Cosine Similarity Involving Embeddings, Do we have to embed the whole sentence/text?

153 views Asked by At

Imagine I have some code as such. I am using the encode function to create embeddings. Then from these I would look to calculate a cosine similarity score, after all the model I have selected is geared towards cosine similarity (as opposed to dot-product similarity).

My question is do you always embed the entire string as it is or would you/could you produce cleaning on the two strings before you encode them? Stopwords out. Maybe only keep nouns or entities. Is this a thing, or would the discontinuity/non-grammatical possibility in the resulting strings hurt us?
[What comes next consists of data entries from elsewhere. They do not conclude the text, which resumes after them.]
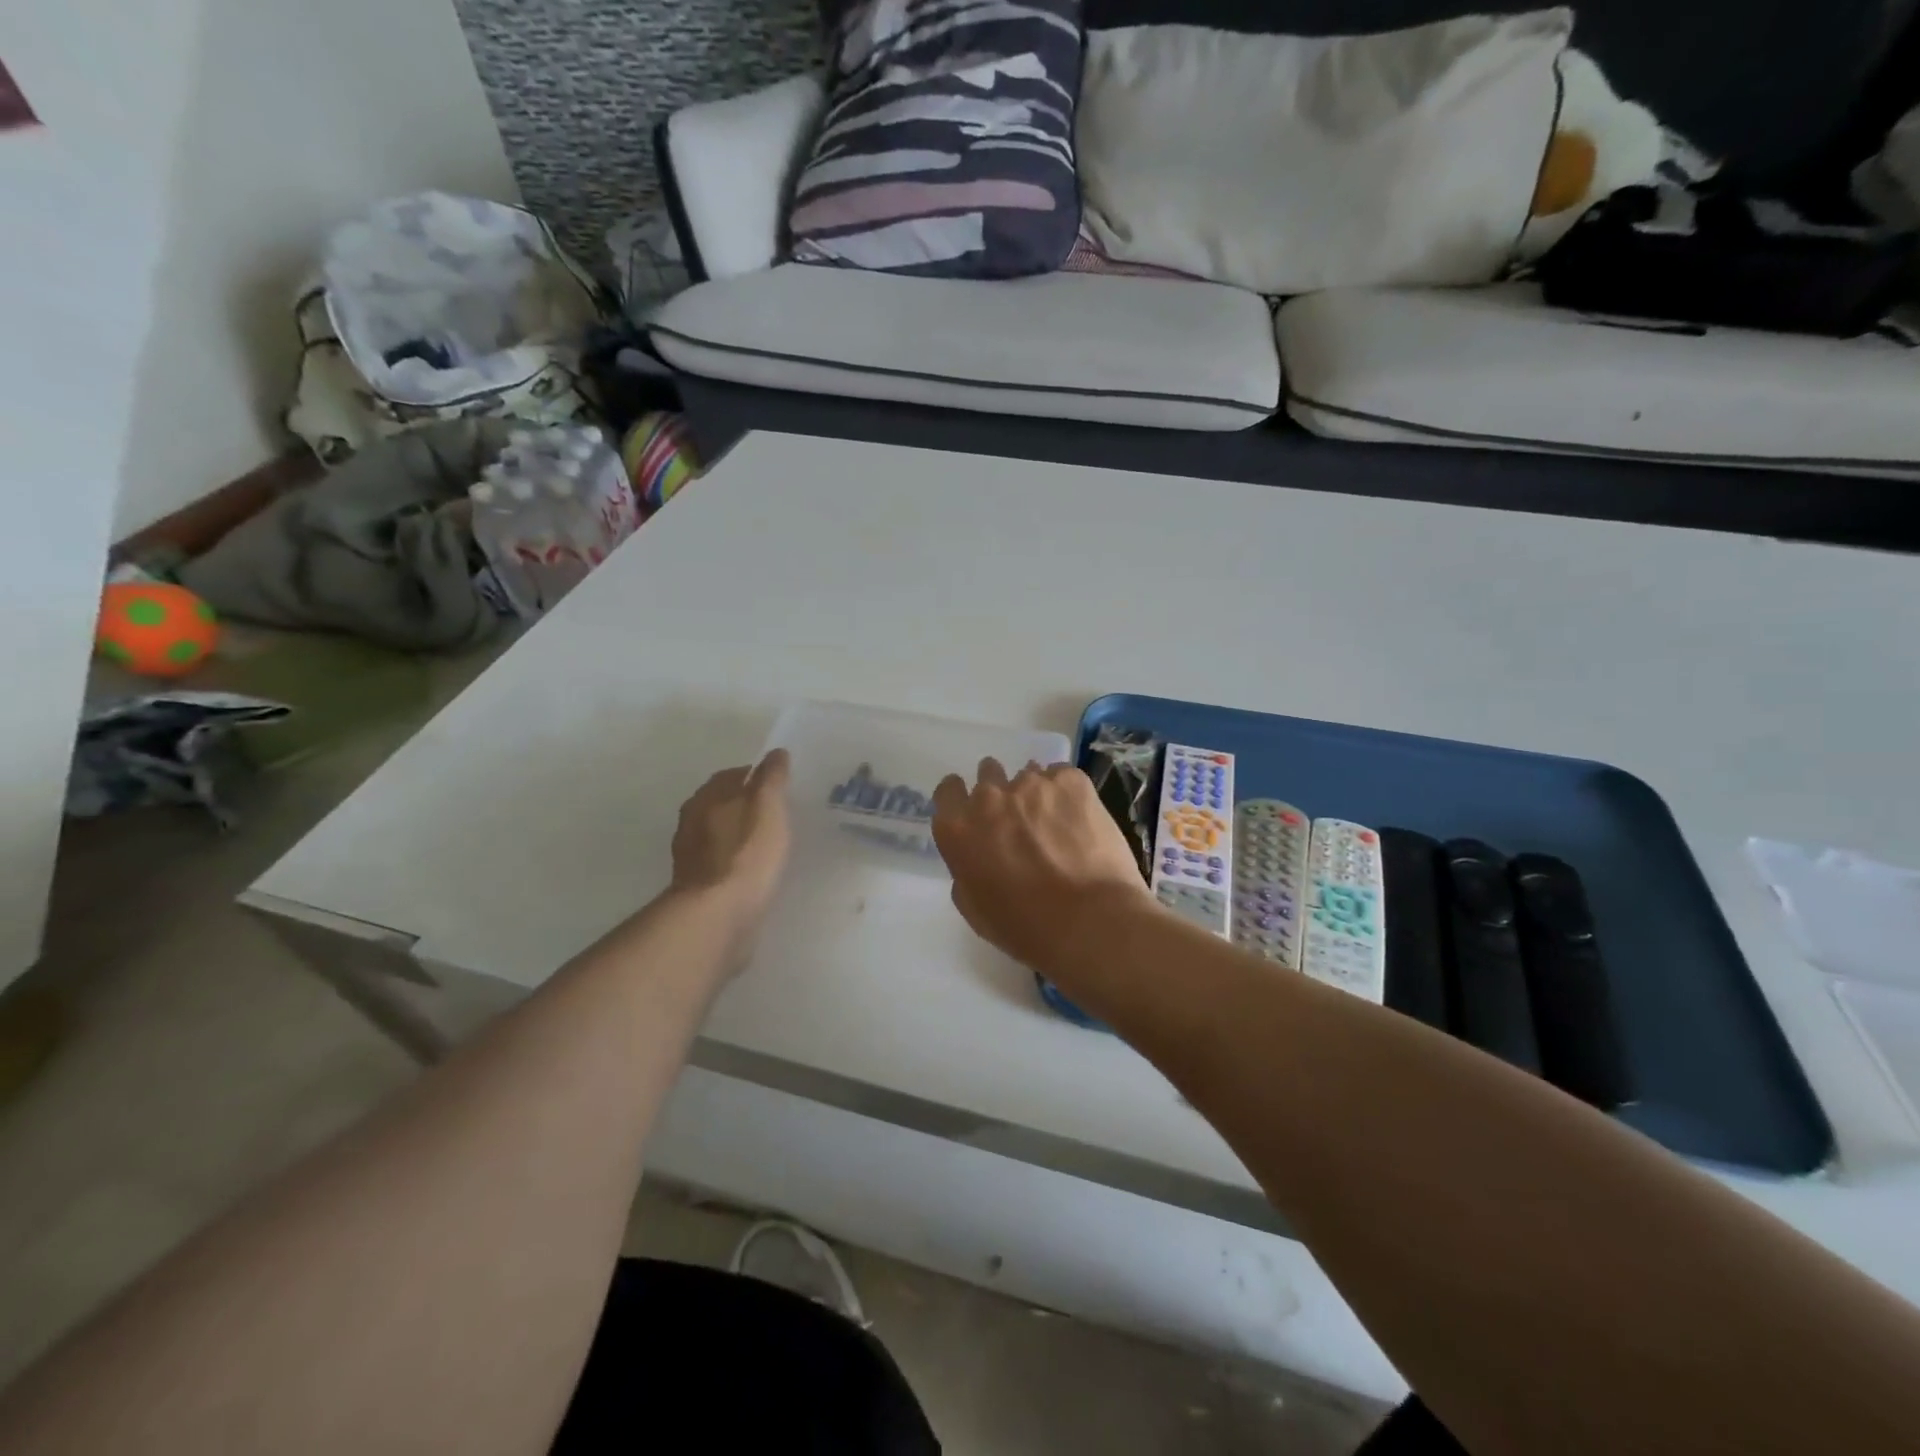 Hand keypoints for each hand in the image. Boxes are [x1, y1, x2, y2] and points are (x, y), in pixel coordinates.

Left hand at [670, 750, 792, 967]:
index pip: (730, 776)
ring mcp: (691, 856)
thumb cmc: (746, 854)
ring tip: (766, 840)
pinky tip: (752, 869)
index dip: (753, 775)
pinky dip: (734, 860)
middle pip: (719, 804)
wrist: (717, 915)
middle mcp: (691, 822)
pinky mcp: (697, 886)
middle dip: (743, 804)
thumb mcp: (767, 808)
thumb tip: (775, 752)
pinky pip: (719, 863)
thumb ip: (771, 779)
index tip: (776, 783)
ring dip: (737, 833)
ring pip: (717, 834)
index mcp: (706, 798)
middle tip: (774, 810)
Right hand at [931, 759, 1151, 978]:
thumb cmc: (1024, 927)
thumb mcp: (974, 908)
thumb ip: (966, 869)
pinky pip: (1062, 777)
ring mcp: (1032, 783)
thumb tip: (979, 855)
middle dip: (1000, 793)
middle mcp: (989, 797)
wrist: (1088, 920)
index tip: (977, 814)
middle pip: (988, 775)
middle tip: (1020, 821)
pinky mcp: (1071, 781)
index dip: (962, 799)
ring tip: (1057, 825)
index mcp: (958, 828)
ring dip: (1036, 795)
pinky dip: (1068, 794)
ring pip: (1028, 775)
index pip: (948, 791)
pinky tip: (1081, 821)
from sentence_transformers import SentenceTransformer, util
model_name = 'sentence-transformers/multi-qa-mpnet-base-cos-v1'
model = SentenceTransformer(model_name)
phrase1 = 'Some arbitrarily long string from a book'
phrase2 = "This is a another arbitrarily long string from the same book'    
emb1 = model.encode(phrase1)
emb2 = model.encode(phrase2)

I get a cosine similarity which is not spread out that well. There isn't enough separation between good matches and bad matches.

2

There are 2 answers

0
cronoik On

My question is do you always embed the entire string as it is or would you/could you produce cleaning on the two strings before you encode them? Stopwords out. Maybe only keep nouns or entities. Is this a thing, or would the discontinuity/non-grammatical possibility in the resulting strings hurt us?
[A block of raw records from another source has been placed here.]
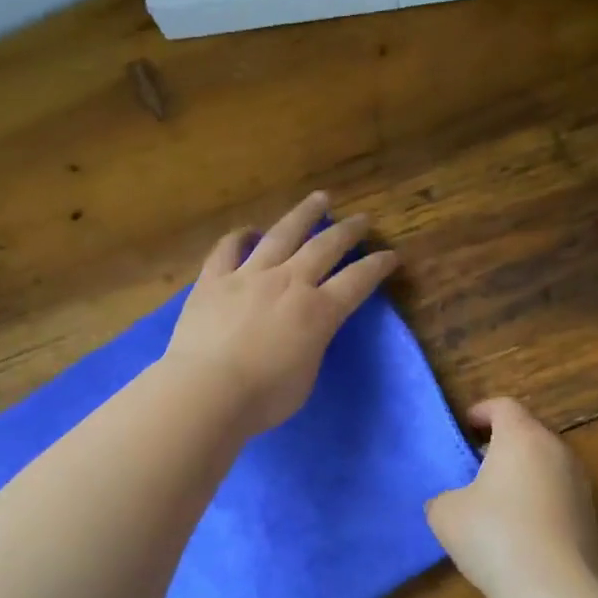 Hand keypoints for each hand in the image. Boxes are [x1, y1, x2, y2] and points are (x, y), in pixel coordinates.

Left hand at [164, 192, 399, 434]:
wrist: (206, 392)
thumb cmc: (263, 398)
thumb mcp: (306, 377)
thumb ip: (312, 345)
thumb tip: (306, 331)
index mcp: (318, 311)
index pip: (358, 281)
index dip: (378, 266)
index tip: (391, 255)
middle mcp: (288, 282)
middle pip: (325, 246)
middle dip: (348, 231)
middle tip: (362, 219)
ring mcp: (248, 275)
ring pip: (282, 234)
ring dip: (304, 214)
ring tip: (319, 199)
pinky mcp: (213, 279)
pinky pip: (228, 248)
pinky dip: (240, 235)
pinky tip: (249, 230)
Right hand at [426, 398, 597, 597]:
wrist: (554, 591)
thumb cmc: (493, 536)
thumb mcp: (444, 513)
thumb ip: (444, 496)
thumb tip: (454, 502)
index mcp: (522, 437)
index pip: (503, 406)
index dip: (480, 412)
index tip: (463, 429)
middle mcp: (557, 451)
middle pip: (527, 434)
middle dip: (499, 445)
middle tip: (473, 468)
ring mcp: (580, 485)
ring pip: (544, 465)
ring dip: (520, 475)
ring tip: (493, 504)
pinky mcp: (590, 517)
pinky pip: (556, 495)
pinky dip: (537, 502)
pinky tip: (517, 534) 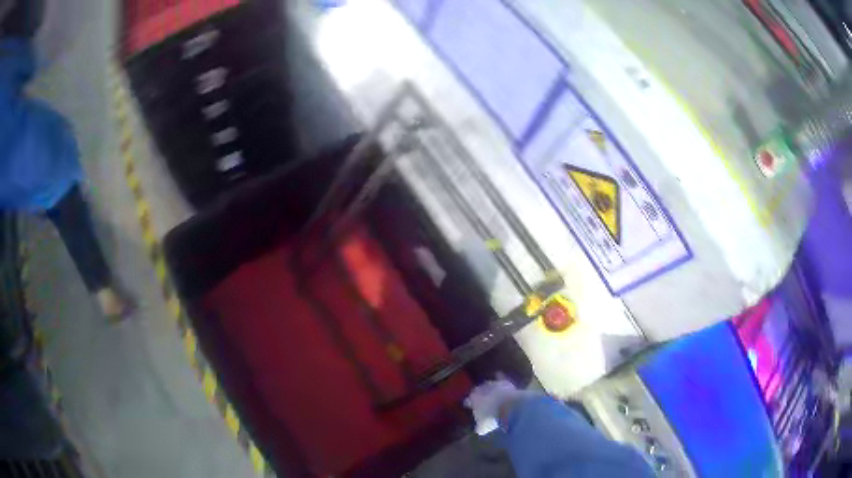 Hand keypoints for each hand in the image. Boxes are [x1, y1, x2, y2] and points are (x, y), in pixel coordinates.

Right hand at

Intuitively you could think that. The TSDAE paper investigated the influence of different POS tags to determine the similarity of two sentences. It was shown that nouns are the most relevant across different approaches (see figure below).

most relevant POS

But that does not mean you could remove other less influential POS types to improve your result. The model you are using was trained with complete and grammatically correct sentences. Passing incomplete sentences to the model might confuse your model and decrease the performance.
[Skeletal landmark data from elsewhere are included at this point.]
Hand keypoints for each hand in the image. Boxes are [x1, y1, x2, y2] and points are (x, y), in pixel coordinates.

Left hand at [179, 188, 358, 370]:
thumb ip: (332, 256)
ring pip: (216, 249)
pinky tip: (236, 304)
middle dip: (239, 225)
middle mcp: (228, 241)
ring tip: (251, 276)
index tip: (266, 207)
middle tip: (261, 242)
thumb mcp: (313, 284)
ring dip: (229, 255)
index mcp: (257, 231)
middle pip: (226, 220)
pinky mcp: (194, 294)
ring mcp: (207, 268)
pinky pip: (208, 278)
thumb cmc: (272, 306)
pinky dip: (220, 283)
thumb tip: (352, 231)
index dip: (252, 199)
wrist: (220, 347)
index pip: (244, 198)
The only real things you can do are:

  • Experiment with different pre-trained models (a different training dataset or objective can have a huge impact on your data).
  • Finetune your own sentence-transformer (check the training section of their homepage)
0
Kinjal On

Since you are using sentence embeddings, encoding the whole sentence makes more sense.

An alternative approach in order to increase separation could be, if you have an idea of the categories where most of texts fall in, then you can use a zero-shot classifier to give scores to each text with every category. You can keep refining the categories like a semi-supervised approach.